あー、やっぱこっちのほうがうごきやすい。
「さて、ログインすっか」
俺はノートパソコンを開き、ゲームにログインする。
「お、イベントやってんな~」
しばらく色々なイベント情報を見た俺はあるチャットに入った。画面が変わり森が現れ、そこには男女のアバターが先に入っていた。
『あ、こんばんはです~(*・∀・*)ノ
アキさん』
『こんばんは、マイ』
可愛い顔のエルフの少女のアバターの頭の上にメッセージが浮かぶ。
マイ。lv.56と結構強いんだが、イベントだけはどうしても弱い。
『おつっす』
『おっ、リュウ元気か?』
『元気っす』
リュウも相変わらずそっけねーなー。コイツはマイとレベルが変わんないくせに全国大会で優勝するくらい強い。
と、突然マイが話さなくなった。
『どうした?マイ』
驚いた俺はメッセージを送信するが、返信はこない。
リュウも確認をとるが返事がない。
まさかマイの身に何かあったのか?

『ど、どどどうしよーっ‼』
あ、 戻ってきた。
『どうした?マイ。何があった?』
『お、お兄ちゃん、殴っちゃったぁあ……Σ(ノд<)』
「はぁ⁉あ、兄を殴った⁉」
なんつー怪力………。
『病院には電話した?』
すかさずリュウが確認を取る。
『したよぉ…でも、お兄ちゃんが起きないぃぃ…( ;∀;)』
『取りあえず待ってろ。俺も行くから。アキさんすいません』
リュウはそういうとログアウトし、しばらくしてマイも消える。
二人共付き合ってんのか?リュウが行くって言った辺り。
「こっちもこっちで青春してんな……」
若いっていいわ。ってか、俺まだ20代だけど。と、そこで携帯が鳴った。
「またかよ……」
送信主はわかっている。
『もしもし?』
『あ~き~ら~っ‼お前今日合コン行くって約束しただろうが‼』
電話相手は、木谷 和哉。俺と同じ大学に通う二年生で女好き。それで合コンに行っているが、まだ誰とも付き合ってない。行ってる意味あるのかそれ?

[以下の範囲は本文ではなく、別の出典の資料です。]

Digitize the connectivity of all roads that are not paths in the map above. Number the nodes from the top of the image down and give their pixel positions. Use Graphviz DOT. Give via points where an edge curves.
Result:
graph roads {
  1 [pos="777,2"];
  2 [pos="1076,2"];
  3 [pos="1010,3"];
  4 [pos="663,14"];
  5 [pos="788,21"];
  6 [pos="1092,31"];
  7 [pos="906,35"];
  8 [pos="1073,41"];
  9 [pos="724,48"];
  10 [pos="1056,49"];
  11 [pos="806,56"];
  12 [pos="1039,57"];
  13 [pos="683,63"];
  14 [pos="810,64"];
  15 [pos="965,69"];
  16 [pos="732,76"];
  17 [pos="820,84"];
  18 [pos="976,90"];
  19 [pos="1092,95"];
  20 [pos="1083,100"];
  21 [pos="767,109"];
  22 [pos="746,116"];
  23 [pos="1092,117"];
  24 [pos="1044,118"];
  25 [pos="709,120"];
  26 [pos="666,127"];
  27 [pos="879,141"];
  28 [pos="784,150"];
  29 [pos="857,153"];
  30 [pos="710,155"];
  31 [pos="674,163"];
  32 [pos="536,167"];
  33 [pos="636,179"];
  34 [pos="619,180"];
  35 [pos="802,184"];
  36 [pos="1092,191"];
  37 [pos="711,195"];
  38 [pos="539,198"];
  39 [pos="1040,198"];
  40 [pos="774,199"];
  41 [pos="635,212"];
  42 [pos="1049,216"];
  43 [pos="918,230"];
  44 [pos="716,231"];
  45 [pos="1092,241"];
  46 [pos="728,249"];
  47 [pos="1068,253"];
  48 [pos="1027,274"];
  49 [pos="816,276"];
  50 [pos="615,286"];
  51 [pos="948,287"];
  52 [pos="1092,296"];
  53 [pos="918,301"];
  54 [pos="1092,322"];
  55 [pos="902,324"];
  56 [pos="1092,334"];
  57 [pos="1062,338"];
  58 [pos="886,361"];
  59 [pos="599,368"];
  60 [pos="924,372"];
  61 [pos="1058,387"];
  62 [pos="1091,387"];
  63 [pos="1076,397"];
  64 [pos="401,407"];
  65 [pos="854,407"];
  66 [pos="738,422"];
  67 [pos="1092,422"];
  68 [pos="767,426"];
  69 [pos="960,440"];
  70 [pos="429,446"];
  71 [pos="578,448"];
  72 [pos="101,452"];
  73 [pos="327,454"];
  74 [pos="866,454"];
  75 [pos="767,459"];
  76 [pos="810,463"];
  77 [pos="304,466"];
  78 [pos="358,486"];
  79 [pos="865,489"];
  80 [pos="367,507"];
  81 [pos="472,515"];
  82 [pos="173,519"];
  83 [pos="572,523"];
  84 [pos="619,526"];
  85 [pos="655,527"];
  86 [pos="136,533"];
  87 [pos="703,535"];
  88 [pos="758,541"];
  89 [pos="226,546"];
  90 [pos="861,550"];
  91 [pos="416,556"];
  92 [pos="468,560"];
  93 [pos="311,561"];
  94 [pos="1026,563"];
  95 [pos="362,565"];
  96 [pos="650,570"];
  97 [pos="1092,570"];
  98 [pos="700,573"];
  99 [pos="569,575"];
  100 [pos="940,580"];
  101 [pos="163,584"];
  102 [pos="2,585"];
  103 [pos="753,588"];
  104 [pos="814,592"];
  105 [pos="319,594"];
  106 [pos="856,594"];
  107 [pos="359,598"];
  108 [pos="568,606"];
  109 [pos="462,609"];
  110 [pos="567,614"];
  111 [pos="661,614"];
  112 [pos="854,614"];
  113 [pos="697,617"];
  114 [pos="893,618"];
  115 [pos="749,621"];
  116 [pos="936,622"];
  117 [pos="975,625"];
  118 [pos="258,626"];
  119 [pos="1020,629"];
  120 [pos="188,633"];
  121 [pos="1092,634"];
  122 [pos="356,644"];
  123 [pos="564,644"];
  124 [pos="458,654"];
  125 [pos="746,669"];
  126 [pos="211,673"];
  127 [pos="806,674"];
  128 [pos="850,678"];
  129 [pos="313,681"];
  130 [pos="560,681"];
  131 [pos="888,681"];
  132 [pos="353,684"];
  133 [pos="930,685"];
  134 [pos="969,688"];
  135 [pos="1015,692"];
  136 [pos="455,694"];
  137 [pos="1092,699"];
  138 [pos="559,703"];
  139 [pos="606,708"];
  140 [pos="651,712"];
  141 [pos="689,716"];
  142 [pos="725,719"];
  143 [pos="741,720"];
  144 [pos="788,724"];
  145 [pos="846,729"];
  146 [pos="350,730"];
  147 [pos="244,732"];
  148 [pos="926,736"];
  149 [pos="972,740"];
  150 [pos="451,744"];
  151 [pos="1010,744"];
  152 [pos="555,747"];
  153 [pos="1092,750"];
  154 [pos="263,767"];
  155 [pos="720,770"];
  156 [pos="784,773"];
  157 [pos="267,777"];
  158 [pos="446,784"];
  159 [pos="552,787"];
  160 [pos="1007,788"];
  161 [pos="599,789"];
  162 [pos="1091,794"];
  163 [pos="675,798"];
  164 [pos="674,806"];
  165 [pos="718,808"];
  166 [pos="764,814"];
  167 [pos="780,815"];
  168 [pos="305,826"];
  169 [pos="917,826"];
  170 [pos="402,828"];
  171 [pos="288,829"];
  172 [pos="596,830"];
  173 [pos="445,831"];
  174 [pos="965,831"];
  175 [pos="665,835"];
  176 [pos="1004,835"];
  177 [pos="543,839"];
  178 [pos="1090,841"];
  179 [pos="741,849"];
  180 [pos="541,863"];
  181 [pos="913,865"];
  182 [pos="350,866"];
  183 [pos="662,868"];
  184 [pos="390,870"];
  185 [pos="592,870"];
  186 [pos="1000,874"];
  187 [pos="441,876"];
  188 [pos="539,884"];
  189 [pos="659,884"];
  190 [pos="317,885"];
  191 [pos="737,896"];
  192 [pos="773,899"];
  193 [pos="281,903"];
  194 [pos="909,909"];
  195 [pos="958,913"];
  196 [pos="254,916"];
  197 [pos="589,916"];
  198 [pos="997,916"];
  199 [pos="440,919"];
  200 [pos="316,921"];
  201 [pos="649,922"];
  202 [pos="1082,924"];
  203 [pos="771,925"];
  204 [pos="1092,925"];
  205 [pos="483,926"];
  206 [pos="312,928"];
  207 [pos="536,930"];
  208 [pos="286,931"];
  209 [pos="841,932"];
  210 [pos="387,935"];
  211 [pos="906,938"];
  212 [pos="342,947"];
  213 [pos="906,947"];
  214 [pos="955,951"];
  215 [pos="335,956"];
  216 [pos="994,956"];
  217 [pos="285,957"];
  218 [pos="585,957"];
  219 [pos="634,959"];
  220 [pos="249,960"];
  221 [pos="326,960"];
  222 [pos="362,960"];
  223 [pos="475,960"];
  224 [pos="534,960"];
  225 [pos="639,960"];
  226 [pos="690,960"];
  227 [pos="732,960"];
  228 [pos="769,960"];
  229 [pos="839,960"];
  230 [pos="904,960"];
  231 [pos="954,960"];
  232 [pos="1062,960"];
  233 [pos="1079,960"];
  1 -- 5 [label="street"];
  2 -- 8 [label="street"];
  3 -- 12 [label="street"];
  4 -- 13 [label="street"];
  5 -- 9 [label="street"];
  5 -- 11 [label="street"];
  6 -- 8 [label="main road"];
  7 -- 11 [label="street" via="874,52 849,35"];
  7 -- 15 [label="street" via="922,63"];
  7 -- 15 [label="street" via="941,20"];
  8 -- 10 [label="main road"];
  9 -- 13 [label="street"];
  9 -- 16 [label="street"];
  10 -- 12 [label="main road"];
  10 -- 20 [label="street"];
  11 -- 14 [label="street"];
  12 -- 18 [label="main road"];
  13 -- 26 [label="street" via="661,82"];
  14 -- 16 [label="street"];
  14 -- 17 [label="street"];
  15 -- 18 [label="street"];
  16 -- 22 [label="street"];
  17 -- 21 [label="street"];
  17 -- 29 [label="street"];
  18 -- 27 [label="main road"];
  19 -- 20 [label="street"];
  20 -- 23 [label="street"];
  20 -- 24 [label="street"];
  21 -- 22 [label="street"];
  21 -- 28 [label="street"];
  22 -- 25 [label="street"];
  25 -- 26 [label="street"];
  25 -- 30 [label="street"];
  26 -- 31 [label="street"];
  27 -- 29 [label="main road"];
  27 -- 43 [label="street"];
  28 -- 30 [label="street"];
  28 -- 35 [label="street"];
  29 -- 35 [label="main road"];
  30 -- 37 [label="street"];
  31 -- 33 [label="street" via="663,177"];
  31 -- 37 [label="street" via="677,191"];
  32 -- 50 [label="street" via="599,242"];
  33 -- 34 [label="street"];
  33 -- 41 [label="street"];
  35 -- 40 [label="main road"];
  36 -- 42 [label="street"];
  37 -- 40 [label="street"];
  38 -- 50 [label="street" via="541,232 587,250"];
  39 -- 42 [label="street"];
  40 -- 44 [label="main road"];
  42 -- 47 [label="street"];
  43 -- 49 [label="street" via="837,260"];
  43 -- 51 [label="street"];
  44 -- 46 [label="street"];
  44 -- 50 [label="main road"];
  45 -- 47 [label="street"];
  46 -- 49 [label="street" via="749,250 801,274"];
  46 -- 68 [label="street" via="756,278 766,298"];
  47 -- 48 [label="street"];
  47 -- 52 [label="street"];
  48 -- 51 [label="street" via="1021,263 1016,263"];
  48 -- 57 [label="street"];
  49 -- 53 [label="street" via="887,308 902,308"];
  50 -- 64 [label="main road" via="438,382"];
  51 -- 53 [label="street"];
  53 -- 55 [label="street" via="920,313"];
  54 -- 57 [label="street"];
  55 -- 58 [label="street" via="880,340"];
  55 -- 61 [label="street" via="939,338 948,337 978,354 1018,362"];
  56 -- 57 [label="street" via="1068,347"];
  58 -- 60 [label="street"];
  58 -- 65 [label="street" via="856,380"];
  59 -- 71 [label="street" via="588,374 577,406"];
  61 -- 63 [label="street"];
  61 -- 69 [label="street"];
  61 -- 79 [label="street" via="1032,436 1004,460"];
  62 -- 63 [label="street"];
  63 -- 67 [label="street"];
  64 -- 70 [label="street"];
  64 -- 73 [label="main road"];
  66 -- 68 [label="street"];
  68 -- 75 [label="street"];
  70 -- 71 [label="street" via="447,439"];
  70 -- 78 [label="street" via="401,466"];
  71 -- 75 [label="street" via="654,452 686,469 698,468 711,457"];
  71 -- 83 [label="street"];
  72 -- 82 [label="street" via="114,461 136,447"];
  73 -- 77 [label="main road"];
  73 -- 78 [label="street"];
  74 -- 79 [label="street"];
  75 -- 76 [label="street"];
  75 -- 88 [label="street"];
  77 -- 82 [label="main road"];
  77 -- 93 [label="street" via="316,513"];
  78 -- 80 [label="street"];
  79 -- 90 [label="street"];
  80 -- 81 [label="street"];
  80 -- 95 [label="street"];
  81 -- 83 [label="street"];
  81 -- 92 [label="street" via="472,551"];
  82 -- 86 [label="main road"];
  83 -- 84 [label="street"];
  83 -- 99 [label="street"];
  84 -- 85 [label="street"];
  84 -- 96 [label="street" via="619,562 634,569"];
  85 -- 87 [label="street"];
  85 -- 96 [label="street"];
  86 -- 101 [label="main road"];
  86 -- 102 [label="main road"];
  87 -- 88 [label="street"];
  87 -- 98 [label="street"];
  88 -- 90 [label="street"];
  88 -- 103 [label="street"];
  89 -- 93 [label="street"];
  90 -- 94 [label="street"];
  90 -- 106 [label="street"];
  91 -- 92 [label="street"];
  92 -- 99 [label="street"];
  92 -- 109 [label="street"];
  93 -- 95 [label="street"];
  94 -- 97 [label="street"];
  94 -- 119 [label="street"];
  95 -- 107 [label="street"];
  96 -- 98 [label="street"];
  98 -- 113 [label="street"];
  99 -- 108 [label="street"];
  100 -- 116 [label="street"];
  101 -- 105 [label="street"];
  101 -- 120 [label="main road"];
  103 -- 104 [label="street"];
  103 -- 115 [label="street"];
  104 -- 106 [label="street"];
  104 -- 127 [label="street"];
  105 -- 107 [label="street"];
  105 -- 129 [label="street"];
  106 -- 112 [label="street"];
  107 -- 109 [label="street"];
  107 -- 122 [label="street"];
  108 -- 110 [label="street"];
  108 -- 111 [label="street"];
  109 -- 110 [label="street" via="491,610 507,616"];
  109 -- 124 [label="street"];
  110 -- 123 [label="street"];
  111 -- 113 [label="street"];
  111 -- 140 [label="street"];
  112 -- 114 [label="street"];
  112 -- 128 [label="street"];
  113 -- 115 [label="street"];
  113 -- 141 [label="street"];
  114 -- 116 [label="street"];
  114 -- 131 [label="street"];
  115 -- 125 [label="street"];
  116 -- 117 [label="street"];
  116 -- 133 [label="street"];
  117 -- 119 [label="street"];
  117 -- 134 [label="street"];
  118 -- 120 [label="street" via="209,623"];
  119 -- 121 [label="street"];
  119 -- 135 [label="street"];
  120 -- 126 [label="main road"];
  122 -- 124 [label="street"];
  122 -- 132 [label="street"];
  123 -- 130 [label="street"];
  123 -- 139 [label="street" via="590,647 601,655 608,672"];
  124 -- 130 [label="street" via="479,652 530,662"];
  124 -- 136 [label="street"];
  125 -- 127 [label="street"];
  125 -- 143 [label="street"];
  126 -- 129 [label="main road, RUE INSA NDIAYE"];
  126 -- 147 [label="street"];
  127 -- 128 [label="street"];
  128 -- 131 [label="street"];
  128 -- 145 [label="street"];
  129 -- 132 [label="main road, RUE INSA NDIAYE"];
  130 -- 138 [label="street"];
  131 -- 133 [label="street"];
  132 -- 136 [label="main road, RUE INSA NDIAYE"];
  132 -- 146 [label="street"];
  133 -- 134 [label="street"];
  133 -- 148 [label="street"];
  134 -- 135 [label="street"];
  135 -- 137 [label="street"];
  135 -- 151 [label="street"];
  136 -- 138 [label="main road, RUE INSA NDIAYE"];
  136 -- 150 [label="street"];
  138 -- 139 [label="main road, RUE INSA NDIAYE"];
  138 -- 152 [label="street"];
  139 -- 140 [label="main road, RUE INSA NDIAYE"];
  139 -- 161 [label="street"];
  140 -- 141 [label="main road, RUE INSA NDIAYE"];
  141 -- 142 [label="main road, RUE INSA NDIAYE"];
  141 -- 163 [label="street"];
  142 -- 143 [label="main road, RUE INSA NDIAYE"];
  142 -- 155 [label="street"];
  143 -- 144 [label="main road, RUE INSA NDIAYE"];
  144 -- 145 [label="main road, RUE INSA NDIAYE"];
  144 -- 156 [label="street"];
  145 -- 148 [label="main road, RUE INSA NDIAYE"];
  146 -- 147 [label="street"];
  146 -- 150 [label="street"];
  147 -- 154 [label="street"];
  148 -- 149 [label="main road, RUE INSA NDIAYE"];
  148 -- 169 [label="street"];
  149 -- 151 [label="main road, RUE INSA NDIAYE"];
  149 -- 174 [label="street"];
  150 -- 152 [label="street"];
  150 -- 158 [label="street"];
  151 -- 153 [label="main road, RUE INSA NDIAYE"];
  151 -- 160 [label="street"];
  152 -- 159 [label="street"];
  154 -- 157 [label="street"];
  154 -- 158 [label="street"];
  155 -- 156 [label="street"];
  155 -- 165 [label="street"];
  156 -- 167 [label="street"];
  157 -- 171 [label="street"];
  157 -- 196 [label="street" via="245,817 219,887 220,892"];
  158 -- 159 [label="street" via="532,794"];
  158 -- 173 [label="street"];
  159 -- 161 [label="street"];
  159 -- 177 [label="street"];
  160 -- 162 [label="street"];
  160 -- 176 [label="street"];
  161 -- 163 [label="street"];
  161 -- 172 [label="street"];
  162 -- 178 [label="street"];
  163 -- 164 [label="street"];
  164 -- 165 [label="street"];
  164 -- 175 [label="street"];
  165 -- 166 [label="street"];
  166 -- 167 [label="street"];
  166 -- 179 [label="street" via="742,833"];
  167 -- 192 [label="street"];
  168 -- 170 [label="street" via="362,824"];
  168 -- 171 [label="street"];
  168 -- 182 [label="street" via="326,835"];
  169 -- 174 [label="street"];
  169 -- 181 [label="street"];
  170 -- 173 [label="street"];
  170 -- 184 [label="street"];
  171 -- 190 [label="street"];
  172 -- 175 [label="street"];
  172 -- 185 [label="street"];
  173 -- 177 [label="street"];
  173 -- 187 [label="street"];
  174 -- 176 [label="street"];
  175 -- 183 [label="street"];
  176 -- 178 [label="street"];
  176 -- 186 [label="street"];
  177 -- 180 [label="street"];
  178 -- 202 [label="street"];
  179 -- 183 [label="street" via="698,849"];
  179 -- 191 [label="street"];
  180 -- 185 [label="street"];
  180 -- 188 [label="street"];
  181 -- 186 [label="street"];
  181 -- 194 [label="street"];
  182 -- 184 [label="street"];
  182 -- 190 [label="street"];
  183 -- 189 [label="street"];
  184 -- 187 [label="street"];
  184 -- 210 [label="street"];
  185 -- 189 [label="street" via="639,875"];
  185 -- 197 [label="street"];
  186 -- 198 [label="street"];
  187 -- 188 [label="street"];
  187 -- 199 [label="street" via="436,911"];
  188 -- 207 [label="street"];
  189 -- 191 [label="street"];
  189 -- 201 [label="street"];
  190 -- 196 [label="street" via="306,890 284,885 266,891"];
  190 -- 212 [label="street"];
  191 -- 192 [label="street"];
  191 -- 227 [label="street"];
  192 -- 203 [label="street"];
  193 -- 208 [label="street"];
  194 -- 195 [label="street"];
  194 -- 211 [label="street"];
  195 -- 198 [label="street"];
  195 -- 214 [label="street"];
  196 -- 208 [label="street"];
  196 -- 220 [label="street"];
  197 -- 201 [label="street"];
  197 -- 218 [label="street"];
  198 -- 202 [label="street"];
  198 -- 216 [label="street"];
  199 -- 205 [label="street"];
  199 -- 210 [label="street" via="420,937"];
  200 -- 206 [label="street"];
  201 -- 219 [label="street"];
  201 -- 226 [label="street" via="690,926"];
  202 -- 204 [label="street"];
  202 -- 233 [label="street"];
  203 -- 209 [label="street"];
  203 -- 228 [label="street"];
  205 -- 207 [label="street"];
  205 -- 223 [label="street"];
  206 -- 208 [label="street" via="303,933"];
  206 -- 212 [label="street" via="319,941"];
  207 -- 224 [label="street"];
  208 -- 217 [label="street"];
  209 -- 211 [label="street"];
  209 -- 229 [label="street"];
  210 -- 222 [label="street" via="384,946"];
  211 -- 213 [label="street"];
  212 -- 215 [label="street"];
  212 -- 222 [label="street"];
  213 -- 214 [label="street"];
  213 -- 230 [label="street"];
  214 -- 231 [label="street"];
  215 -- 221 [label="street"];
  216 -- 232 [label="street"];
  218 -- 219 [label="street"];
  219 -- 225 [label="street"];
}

『しょうがねぇだろ。バイトもあったし、ゲームしたかったし』
『お前なぁ~、だから彼女1人出来ねぇんだよ』
そう、俺はゲームが好きと言う理由で彼女が出来たことがない。
『別に不自由してねぇよ』
いたって何すんだよ?デート、とかはめんどくさいし、話は俺がゲームのことしかわかんねぇし……。
『俺お前の将来が心配だ…』
『おかんか』
『ってか、お前また告られてたろ』
コイツ図書館裏の見てたのかよ。
『あぁ、断った』
『もったいねぇ‼あんな可愛い子滅多にいないぞ‼』
あ、変なスイッチ入ったなこれ。
そこから和哉は二時間ほど、女に関する話を延々と喋り続けた。